** THE PROBLEM **
In the records below, pick out all lines containing the word "true".

** Dataset entries **
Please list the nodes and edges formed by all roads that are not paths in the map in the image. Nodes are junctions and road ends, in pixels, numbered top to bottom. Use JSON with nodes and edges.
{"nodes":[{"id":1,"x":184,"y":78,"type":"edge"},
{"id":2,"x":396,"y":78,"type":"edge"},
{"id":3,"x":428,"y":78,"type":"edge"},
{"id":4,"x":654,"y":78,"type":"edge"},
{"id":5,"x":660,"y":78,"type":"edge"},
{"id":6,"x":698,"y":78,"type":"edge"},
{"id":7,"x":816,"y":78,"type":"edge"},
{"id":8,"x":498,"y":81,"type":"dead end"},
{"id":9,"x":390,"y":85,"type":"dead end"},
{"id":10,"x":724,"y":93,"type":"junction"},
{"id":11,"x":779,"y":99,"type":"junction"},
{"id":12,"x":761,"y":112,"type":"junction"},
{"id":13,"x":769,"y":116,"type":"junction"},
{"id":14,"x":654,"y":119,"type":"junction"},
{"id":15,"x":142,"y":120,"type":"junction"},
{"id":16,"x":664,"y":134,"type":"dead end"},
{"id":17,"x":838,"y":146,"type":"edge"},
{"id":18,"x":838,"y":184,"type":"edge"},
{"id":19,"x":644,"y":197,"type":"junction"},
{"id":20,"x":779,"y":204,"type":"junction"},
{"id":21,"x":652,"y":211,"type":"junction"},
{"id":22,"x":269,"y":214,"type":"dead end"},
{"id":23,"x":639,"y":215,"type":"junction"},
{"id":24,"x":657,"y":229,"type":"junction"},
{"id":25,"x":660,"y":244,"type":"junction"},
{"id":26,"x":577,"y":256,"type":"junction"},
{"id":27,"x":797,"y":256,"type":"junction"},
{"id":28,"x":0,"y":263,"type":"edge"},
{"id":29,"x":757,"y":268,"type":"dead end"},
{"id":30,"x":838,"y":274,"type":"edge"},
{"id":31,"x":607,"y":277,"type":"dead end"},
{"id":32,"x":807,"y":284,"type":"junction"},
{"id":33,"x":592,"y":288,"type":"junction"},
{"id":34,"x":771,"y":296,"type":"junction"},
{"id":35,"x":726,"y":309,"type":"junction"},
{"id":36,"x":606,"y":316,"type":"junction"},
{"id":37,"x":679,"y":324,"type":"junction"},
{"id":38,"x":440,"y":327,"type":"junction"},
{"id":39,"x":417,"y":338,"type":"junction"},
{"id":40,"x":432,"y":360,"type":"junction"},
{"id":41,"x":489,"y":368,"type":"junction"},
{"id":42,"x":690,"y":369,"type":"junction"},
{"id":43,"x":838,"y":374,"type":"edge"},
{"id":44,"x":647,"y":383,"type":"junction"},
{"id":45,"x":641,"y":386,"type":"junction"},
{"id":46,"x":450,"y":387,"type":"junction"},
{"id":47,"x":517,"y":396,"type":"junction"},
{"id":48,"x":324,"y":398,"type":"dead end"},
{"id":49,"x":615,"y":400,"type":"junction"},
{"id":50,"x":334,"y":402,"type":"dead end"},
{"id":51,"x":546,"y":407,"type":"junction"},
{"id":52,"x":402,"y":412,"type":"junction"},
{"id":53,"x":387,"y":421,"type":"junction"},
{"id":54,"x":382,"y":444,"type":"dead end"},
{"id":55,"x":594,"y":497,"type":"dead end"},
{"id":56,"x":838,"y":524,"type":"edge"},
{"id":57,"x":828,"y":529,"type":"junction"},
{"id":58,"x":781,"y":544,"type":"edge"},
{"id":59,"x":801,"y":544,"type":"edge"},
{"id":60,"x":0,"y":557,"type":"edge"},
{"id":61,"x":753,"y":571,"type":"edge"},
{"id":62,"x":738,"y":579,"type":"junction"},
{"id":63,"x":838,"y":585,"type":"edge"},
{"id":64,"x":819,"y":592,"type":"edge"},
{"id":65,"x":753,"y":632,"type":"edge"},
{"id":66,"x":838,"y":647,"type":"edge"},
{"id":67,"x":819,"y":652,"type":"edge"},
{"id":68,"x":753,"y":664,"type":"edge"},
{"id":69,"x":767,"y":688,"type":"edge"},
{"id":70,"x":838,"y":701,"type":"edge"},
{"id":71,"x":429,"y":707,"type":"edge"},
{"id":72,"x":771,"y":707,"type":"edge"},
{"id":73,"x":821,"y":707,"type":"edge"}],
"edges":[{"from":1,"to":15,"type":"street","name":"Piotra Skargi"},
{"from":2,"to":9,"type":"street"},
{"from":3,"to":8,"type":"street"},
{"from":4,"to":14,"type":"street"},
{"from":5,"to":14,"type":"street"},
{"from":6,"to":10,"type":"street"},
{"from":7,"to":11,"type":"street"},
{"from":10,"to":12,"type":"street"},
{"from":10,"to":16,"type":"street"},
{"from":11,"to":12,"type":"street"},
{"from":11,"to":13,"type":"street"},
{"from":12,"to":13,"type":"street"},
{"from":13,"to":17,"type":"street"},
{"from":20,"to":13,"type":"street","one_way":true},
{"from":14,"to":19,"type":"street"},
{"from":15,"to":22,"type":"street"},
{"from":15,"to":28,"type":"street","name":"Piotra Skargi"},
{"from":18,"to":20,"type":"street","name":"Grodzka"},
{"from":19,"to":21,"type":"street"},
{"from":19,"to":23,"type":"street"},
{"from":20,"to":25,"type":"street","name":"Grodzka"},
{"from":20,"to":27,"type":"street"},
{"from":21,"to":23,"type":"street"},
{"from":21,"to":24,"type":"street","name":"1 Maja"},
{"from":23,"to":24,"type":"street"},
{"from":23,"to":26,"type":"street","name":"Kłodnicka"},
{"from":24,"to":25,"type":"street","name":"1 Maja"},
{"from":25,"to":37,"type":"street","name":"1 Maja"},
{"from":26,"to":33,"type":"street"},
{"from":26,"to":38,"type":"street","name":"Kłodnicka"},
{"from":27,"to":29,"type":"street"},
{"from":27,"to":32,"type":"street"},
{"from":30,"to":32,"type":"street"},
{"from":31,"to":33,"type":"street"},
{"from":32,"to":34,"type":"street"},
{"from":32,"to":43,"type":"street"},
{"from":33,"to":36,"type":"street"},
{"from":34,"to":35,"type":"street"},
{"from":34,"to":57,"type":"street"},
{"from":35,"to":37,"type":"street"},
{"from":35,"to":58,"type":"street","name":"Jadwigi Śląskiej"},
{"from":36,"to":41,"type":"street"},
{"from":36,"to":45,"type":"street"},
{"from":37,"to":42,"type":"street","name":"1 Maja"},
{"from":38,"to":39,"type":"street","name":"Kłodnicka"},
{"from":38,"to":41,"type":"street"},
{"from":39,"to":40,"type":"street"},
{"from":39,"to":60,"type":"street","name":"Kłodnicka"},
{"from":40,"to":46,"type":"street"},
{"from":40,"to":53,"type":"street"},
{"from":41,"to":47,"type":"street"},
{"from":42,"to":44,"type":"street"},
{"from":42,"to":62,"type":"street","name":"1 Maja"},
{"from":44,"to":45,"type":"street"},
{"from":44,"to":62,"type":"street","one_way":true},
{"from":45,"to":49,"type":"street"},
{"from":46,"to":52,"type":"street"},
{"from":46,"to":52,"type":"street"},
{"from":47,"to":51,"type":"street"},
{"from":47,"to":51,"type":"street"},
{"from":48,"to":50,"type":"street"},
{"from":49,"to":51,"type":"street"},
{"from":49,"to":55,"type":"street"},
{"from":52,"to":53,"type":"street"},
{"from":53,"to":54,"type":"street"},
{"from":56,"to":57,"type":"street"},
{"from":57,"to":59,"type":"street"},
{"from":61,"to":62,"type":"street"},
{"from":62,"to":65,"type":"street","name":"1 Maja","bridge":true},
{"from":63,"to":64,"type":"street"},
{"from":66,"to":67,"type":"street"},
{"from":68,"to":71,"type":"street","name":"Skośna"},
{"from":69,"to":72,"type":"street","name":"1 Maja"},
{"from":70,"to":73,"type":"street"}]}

** EXPECTED OUTPUT **
{"from":20,"to":13,"type":"street","one_way":true},
{"from":44,"to":62,"type":"street","one_way":true},
{"from":62,"to":65,"type":"street","name":"1 Maja","bridge":true},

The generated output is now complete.